__DIRECTIONS__
Retype each line exactly as it stands, beginning at the first line of the material and finishing with the line that contains "Write the network".
++++++
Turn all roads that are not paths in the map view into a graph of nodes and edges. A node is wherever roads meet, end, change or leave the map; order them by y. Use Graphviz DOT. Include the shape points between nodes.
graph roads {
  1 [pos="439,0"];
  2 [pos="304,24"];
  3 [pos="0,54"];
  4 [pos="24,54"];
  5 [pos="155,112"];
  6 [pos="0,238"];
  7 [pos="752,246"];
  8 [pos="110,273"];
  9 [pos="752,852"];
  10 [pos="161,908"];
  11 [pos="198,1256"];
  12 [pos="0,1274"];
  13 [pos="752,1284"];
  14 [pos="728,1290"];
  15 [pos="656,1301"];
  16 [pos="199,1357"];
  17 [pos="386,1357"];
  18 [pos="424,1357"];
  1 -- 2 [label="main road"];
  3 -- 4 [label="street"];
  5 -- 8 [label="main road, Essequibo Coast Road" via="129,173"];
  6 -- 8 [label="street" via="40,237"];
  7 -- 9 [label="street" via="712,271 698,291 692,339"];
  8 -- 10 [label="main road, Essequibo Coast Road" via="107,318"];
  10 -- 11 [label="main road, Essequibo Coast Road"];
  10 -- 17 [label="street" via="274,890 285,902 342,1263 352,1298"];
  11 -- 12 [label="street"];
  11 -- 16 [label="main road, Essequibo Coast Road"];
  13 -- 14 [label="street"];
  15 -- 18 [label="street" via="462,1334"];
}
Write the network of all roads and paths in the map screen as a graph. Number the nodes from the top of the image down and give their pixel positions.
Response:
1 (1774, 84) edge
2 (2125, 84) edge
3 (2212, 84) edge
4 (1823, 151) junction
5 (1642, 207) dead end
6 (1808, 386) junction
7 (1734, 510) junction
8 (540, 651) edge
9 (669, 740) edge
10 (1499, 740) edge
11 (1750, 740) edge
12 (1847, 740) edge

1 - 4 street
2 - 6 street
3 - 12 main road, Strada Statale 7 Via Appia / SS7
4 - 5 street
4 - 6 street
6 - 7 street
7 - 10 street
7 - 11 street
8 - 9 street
++++++
__EXERCISE SOLUTION__
Turn all roads that are not paths in the map view into a graph of nodes and edges. A node is wherever roads meet, end, change or leave the map; order them by y. Use Graphviz DOT. Include the shape points between nodes.
graph roads {
  1 [pos="439,0"];
  2 [pos="304,24"];
  3 [pos="0,54"];
  4 [pos="24,54"];
  5 [pos="155,112"];
  6 [pos="0,238"];
  7 [pos="752,246"];
  8 [pos="110,273"];
  9 [pos="752,852"];
  10 [pos="161,908"];
  11 [pos="198,1256"];
  12 [pos="0,1274"];
  13 [pos="752,1284"];
  14 [pos="728,1290"];
  15 [pos="656,1301"];
  16 [pos="199,1357"];
  17 [pos="386,1357"];
  18 [pos="424,1357"];
  1 -- 2 [label="main road"];
  3 -- 4 [label="street"];
  5 -- 8 [label="main road, Essequibo Coast Road" via="129,173"];
  6 -- 8 [label="street" via="40,237"];
  7 -- 9 [label="street" via="712,271 698,291 692,339"];
  8 -- 10 [label="main road, Essequibo Coast Road" via="107,318"];
  10 -- 11 [label="main road, Essequibo Coast Road"];
  10 -- 17 [label="street" via="274,890 285,902 342,1263 352,1298"];
  11 -- 12 [label="street"];
  11 -- 16 [label="main road, Essequibo Coast Road"];
  13 -- 14 [label="street"];
  15 -- 18 [label="street" via="462,1334"];
}
Write the network of all roads and paths in the map screen as a graph. Number the nodes from the top of the image down and give their pixel positions.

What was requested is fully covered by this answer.